Everything about Shyamalan the person appears pristine, precise, aesthetic. He's extremely thin, in a white shirt and jeans. A private chef -- who cooks for everyone who works at Creighton -- has served an immaculate lunch (Thai chicken, wasabi mashed potatoes) in tiny portions, each the size of a baby's fist. Yet the director also exudes a disconcerting mixture of warmth, guilelessness and confidence -- though not the walk-on-water sunny assurance he had in conversation four years ago. A vague soupcon of chagrin hangs over him. He's been through a complete cycle of media glorification and diminution, and emerged chastened but certainly not bowed. He's also, perhaps more important, not embittered.
Shyamalan occupies an unusual place in the pop-culture pantheon. He's a writer-director, an auteur of popcorn films, who has turned his own idiosyncratic brew of horror, psychology and spirituality into a global brand. Most of the directors who've come of age with him have divided themselves into two camps: the entertainers and the artistes. The entertainers -- Gore Verbinski, Sam Raimi, Doug Liman, Christopher Nolan, Bryan Singer -- have almost all gravitated to big franchise fare, the juggernauts that Hollywood prizes most, such properties as "Spider-Man," "Batman" and "X-Men." The artistes, most of whom write, include Wes Anderson, Paul Thomas Anderson, David O. Russell and Quentin Tarantino. Most have made occasional missteps into insular self-importance and almost none has reached as broad an audience (nor made as much money) as Shyamalan.
The downside is steep
UNTIL NOW, Shyamalan has gotten a lot of approbation -- and flak -- for having a foot in both camps. He's received two Oscar nominations, but when he misfires, the fan base goes ballistic rather than simply wrinkle its nose in disappointment, as might happen for another director. And, oh yes, like Alfred Hitchcock, Shyamalan puts himself in small roles in most of his movies -- though his acting is less inspired than his filmmaking.
If Shyamalan had been just another writer-director trying to tell original stories, "Lady in the Water," released in 2006, would be considered just another arty misstep on the tortuous path of originality. But the film, a fractured fairy tale about a water nymph sent to awaken a mortal to make the world a better place, engendered outright vitriol. As Manohla Dargis wrote in the New York Times, it was unclear what the nymph was trying to get the humans to hear, "the crash of waves, the songs of the sirens, the voice of God -- until we realize that, of course, we're meant to cup our ear to an even higher power: Mr. Shyamalan."

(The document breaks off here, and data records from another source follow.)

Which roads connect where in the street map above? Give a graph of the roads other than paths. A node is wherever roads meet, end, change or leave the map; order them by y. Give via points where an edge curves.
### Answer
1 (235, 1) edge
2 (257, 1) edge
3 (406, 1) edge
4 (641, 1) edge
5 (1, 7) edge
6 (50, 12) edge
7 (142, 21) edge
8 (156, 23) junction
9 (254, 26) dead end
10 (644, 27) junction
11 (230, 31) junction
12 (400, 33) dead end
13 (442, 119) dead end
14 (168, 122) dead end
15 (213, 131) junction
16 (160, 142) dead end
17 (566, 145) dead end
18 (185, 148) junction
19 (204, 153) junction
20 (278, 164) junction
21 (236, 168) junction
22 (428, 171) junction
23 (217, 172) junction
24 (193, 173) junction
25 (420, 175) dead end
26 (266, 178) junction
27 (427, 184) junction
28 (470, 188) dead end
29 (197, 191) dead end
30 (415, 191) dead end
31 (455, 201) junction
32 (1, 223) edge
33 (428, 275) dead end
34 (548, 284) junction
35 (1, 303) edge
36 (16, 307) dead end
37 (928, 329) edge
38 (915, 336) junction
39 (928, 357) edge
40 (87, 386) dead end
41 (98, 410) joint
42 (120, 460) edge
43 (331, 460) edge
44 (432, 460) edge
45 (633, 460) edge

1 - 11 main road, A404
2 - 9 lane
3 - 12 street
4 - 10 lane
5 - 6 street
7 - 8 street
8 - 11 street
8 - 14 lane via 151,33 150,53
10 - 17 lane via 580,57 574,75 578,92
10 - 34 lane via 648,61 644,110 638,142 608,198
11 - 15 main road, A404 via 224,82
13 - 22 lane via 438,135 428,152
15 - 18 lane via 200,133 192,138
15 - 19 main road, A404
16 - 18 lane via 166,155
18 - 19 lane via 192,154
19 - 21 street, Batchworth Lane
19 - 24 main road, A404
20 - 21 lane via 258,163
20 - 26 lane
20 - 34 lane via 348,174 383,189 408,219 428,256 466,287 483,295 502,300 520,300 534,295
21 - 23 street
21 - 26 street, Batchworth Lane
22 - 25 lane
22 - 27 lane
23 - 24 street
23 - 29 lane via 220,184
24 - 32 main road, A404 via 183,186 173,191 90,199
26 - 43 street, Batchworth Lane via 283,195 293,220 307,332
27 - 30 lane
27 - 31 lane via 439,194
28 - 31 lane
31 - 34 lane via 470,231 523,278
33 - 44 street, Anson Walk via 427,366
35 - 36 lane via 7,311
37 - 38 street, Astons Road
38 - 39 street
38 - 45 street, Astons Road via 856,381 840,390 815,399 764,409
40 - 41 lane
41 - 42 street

The director's distress was amplified by the fact that he'd cooperated with a tell-all book by Sports Illustrated writer Michael Bamberger, "The Man Who Heard Voices: Or, How M. Night Shyamalan Risked His Career on a Fairy Tale and Lost." The words "and Lost" were added to the paperback edition after the film failed commercially. Although the book is fairly sycophantic, Shyamalan is portrayed as veering between arrogance and self-doubt with a huge chunk of mono-obsession thrown in, not unlike so many other directors.